Chidambaram, the famous Hindu pilgrim center gets the name from two words – chit (truth) and ambaram (space), as Lord Shiva is believed to manifest here in the form of akasha (sky) lingam. The temple town was the glorious capital of Cholas from 907 to 1310, who built the Nataraja Temple during the 9th century in honor of their patron deity, Lord Shiva as Natraja. The best time to be here is during the 10 day car festivals held in Apr./ May and Dec. / Jan. . The Natyanjali Dance Festival held on the auspicious occasion of Maha Shivaratri is another attraction of the town.
Natraja Temple: The ancient temple complex dedicated to Lord Nataraja, the dancing Shiva, was built during the reign of Vira Chola Raja (927-997 A.D.). The huge complex is a masterpiece of Chola artistry and one of Tamil Nadu’s Dravidian architectural highlights. It has four exquisitely carved gopurams (gateways), the north and south ones rising to a height of 49 meters. The east and west gopurams are adorned with intricately carved 108 classical postures (54 on each side of both) of Bharatanatyam dance. The temple is unique as it enshrines an idol of Lord Nataraja instead of the customary Shivalingam. It is distinguished for the five Sabhas or halls. Raja Sabha, a huge mandapam near the colonnaded Shivaganga Tank has intricately carved a thousand pillars. The Deva Sabha houses temple bronzes and the Nritta Sabha is carved like a gigantic chariot and has a rich collection of sculptures. Chit Sabha or the ‘Hall of Bliss is the main sanctum, with an unusual hut-like gold plated roof. Lord Shiva is worshipped here in the form of Akasha (Sky) Lingam and is therefore invisible. Kanaka Sabha (Golden Hall), the fifth hall is considered to be the most important. It is said that Lord Shiva performed his tandava nritya (cosmic dance) over here. The ‘golden hall’ represents the golden hue of fire, which stands for purity, and Lord Shiva (Nataraja) dances in unlimited space. Within the hall is a magnificent idol of Lord Nataraja.
Thillai Kaliamman Temple: The temple dedicated to Goddess Parvati was built by Kopperunjingam, who ruled between 1229 and 1278 A.D. It is said that a trip to Chidambaram is incomplete without a visit to this shrine.
Pichchavaram (16 kms.)
This popular tourist site is famous for the beautiful backwaters interconnected by the Vellar and Kollidam system. The unique mangrove forests sprawling over an area of 28,000 acres and quite rare and among the healthiest mangrove occurrences in the world. TTDC offers various water sports facilities.
Poompuhar (40 kms.)
It was the ancient port town of the Cholas. The original town established over 2000 years ago lies submerged in the sea and is of great archaeological value. The excavations conducted here have revealed valuable information about town planning, buildings, sculptures, etc. The existence of ring-wells (Urai Kinaru) near the sea-shore, which have been described in the Sangam literature is quite interesting.
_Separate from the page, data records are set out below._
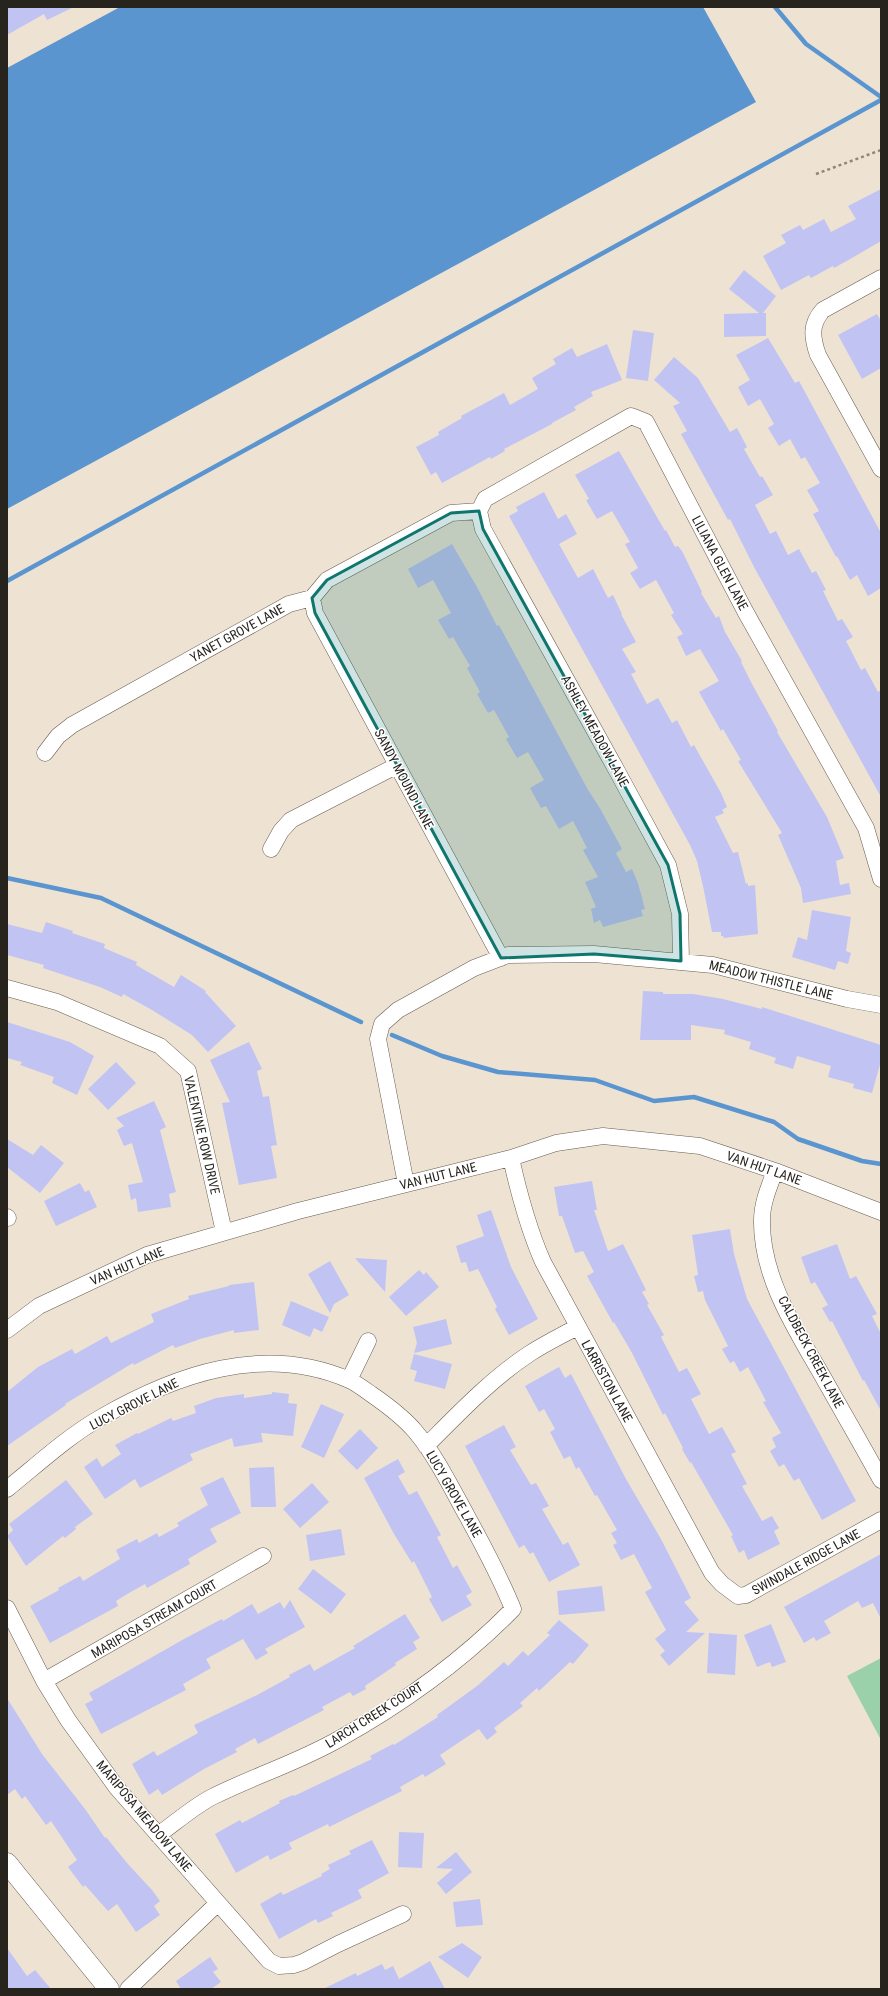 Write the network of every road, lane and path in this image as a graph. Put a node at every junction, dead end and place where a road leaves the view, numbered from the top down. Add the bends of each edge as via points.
1 (881, 150) edge
2 (816, 174) dead end
3 (881, 278) edge
4 (881, 469) edge
5 (479, 511) junction
6 (312, 598) junction
7 (45, 753) dead end
8 (396, 766) junction
9 (271, 849) dead end
10 (881, 880) edge
11 (501, 958) junction
12 (681, 961) junction
13 (7, 988) edge
14 (881, 1006) edge
15 (511, 1158) junction
16 (775, 1171) junction
17 (406, 1184) junction
18 (881, 1212) edge
19 (224, 1232) junction
20 (577, 1327) junction
21 (7, 1330) edge
22 (368, 1341) dead end
23 (349, 1380) junction
24 (426, 1446) junction
25 (881, 1480) edge
26 (7, 1489) edge
27 (881, 1520) edge
28 (263, 1556) dead end
29 (730, 1591) joint
30 (7, 1608) edge
31 (513, 1609) joint
32 (44, 1681) junction
33 (158, 1835) junction
34 (7, 1862) edge
35 (218, 1903) junction
36 (403, 1914) dead end
37 (109, 1989) edge
38 (128, 1989) edge

1 - 2 path
3 - 4 street via 823,310 817,316 813,341 818,355
5 - 6 street via 451,513 327,580
5 - 10 street, LILIANA GLEN LANE via 485,499 625,419 631,416 646,422 745,611 866,828
5 - 12 street, ASHLEY MEADOW LANE via 483,530 668,865 680,914
6 - 7 street, YANET GROVE LANE via 289,604 72,724 58,736
6 - 8 street, SANDY MOUND LANE via 315,613
8 - 9 street via 291,820
8 - 11 street, SANDY MOUND LANE
11 - 12 street, MEADOW THISTLE LANE via 508,955 594,954
11 - 17 street, MEADOW THISTLE LANE via 474,968 405,1006 382,1024 378,1040
12 - 14 street, MEADOW THISTLE LANE via 713,965
13 - 19 street, VALENTINE ROW DRIVE via 57,1002 160,1046 188,1071
15 - 16 street, VAN HUT LANE via 556,1143 604,1136 700,1146
15 - 17 street, VAN HUT LANE
15 - 20 street, LARRISTON LANE via 532,1239
16 - 18 street, VAN HUT LANE
16 - 25 street, CALDBECK CREEK LANE via 764,1203 762,1221 772,1275 794,1325
17 - 19 street, VAN HUT LANE
19 - 21 street, VAN HUT LANE via 147,1254 39,1306
20 - 24 street via 513,1365
20 - 29 street, LARRISTON LANE via 712,1573
22 - 23 street
23 - 24 street, LUCY GROVE LANE via 389,1406 414,1430
23 - 26 street, LUCY GROVE LANE via 291,1364 259,1362 220,1368 184,1378 100,1418
24 - 31 street, LUCY GROVE LANE via 439,1463 501,1579
27 - 29 street, SWINDALE RIDGE LANE via 756,1591 738,1596
28 - 32 street, MARIPOSA STREAM COURT
30 - 32 street, MARIPOSA MEADOW LANE
31 - 33 street, LARCH CREEK COURT via 484,1638 431,1680 388,1709 338,1740 211,1798
32 - 33 street, MARIPOSA MEADOW LANE via 116,1788
33 - 35 street, MARIPOSA MEADOW LANE
34 - 37 street
35 - 36 street, MARIPOSA MEADOW LANE via 262,1955 278,1966 303,1962
35 - 38 street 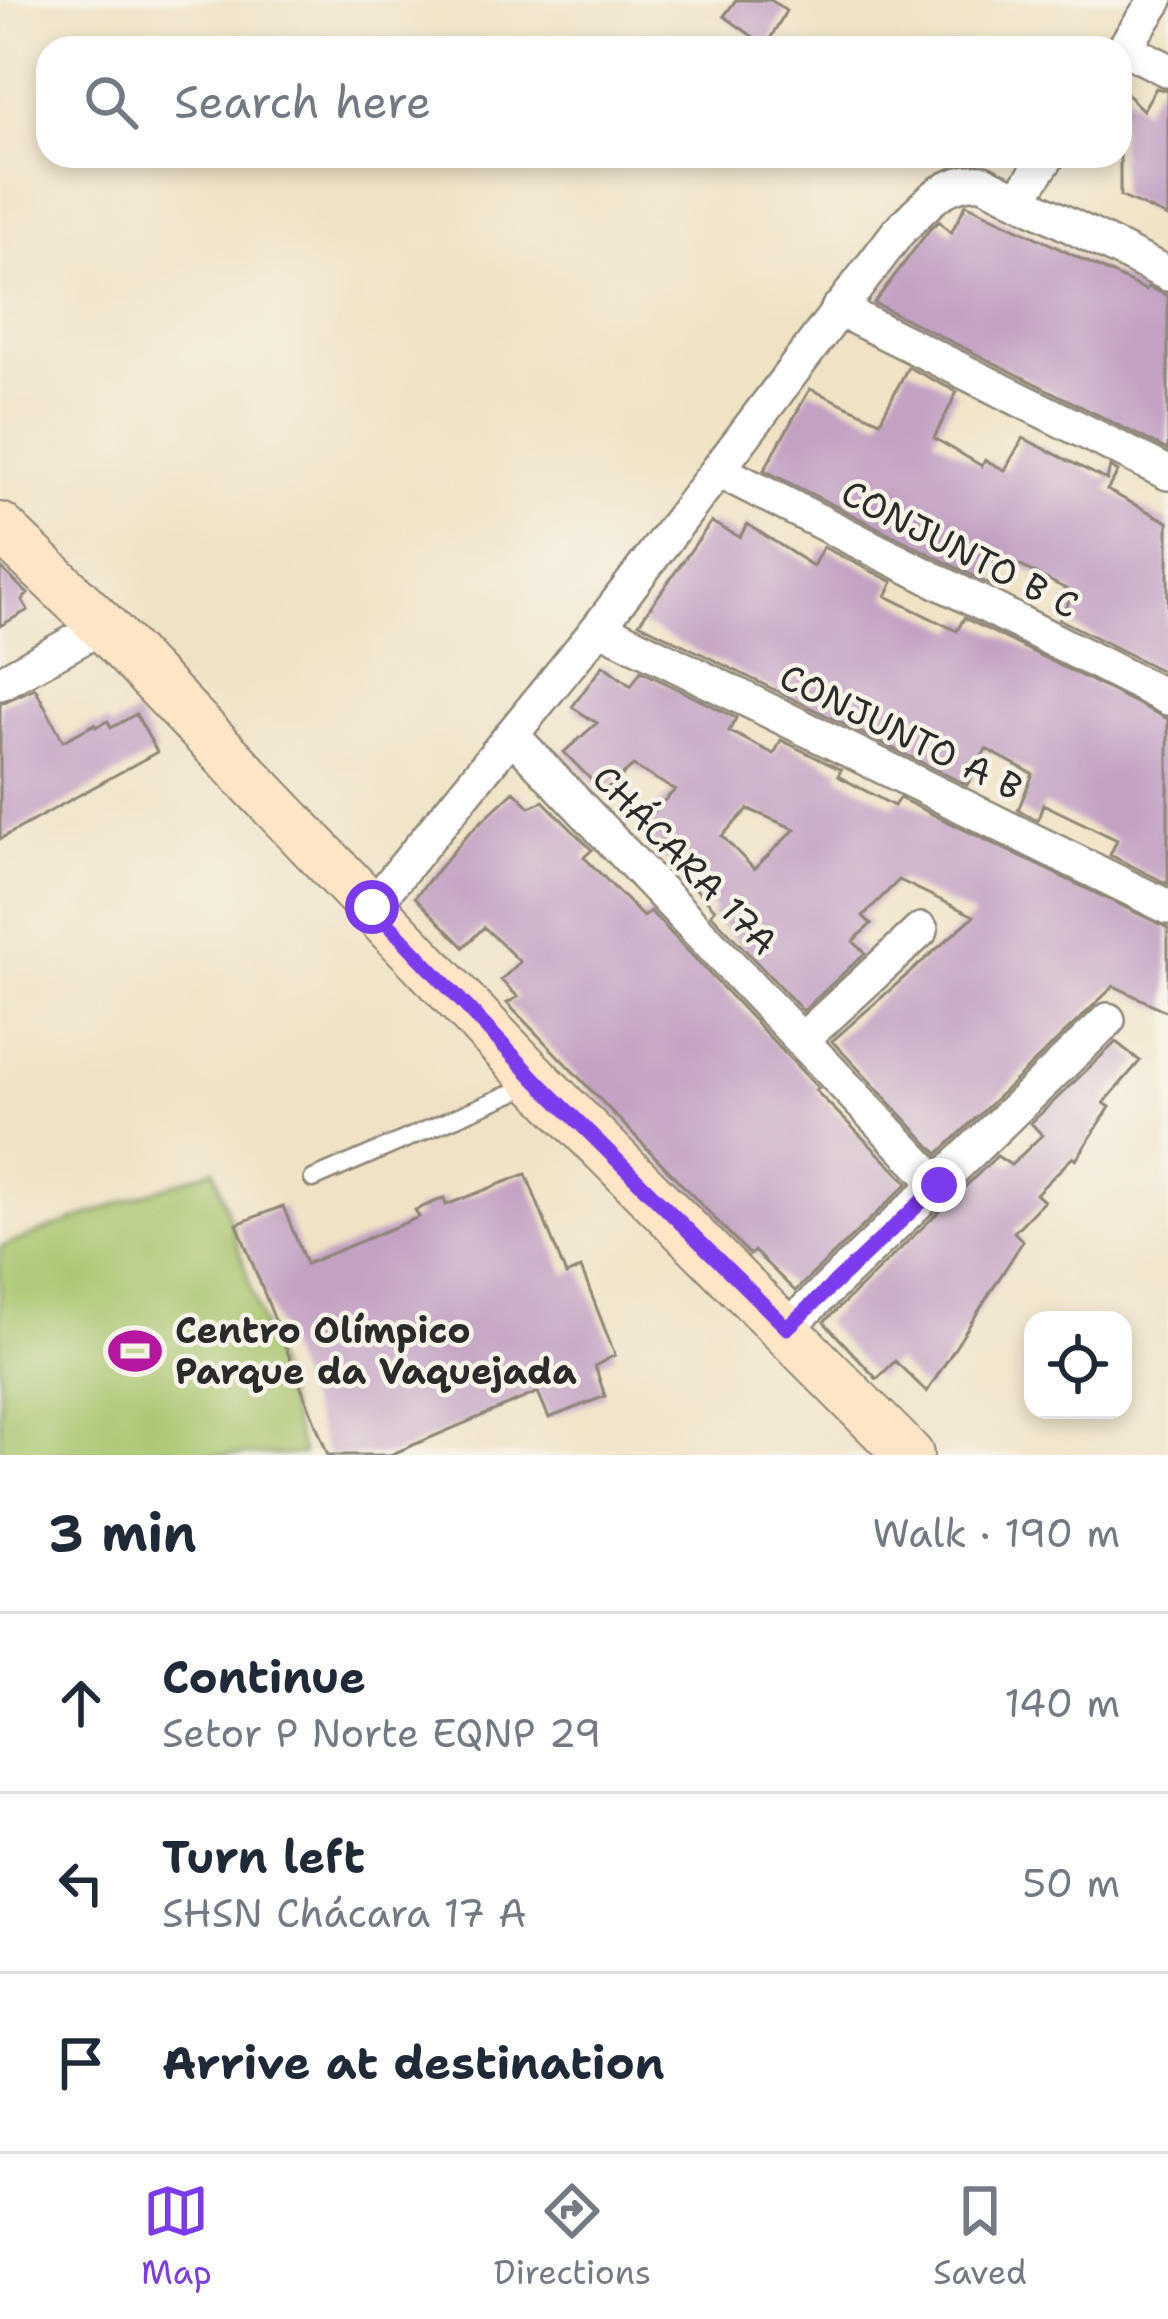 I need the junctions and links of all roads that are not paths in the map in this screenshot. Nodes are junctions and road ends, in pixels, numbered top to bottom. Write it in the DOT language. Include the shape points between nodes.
graph roads {
  1 [pos="1156,0"];
  2 [pos="1132,36"];
  3 [pos="1132,55"];
  4 [pos="1168,70"];
  5 [pos="1040,168"];
  6 [pos="1019,198"];
  7 [pos="1168,274"];
  8 [pos="838,309"];
  9 [pos="718,470"];
  10 [pos="1168,473"];
  11 [pos="0,526"];
  12 [pos="103,626"];
  13 [pos="599,627"];
  14 [pos="0,683"];
  15 [pos="1168,698"];
  16 [pos="512,735"];
  17 [pos="372,907"];
  18 [pos="1168,908"];
  19 [pos="921,930"];
  20 [pos="1108,1020"];
  21 [pos="803,1039"];
  22 [pos="538,1082"];
  23 [pos="313,1179"];
  24 [pos="939,1185"];
  25 [pos="787,1328"];
  26 [pos="909,1455"];
  1 -- 2 [label="street"];
  3 -- 4 [label="street"];
  5 -- 6 [label="street"];
  6 -- 7 [label="street"];
  6 -- 8 [label="street" via="983,182 940,190"];
  8 -- 9 [label="street"];
  8 -- 10 [label="street"];
  9 -- 13 [label="street"];
  9 -- 15 [label="street, CONJUNTO B C"];
  11 -- 12 [label="street"];
  12 -- 14 [label="street"];
  12 -- 17 [label="street"];
  13 -- 16 [label="street"];
  13 -- 18 [label="street, CONJUNTO A B"];
  16 -- 17 [label="street"];
  16 -- 21 [label="street, CHÁCARA 17A"];
  17 -- 22 [label="street"];
  19 -- 21 [label="street"];
  20 -- 24 [label="street"];
  21 -- 24 [label="street, CHÁCARA 17A"];
  22 -- 23 [label="lane"];
  22 -- 25 [label="street"];
  24 -- 25 [label="street"];
  25 -- 26 [label="street"];
}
Sillappathikara Art Gallery: The 7 – tire building is of great sculptural value. The statues and sculptures exhibited here make it a perfect showcase of Tamil Culture.
Thiruppallavaneeswaram: The ancient temple is associated with Iyarppakai Nayanar and Pattinatthar. The hero and heroine of Sillappathikaram Kovalan and Kannagi were also born here.
Sirkazhi (20 kms.)
The temple town is famous for the shrines of Lord Shiva, known here as Sri Brahma- pureeswarar, Parvati (Goddess Tirunilai Nayaki), and the child deity Gnanasambandar.
Vaithisvarankoil (25 kms.)
It is famous for the temple of Lord Shiva in the form of Vaidynatheswar, the healer of all diseases. The waters of Siddhamirtham tank in the temple complex are said to have curative powers. According to mythological legends, Lord Shiva treated Angaraka, the ailing God of War over here. Devotees offer gold and silver replicas of organs and pray for good health.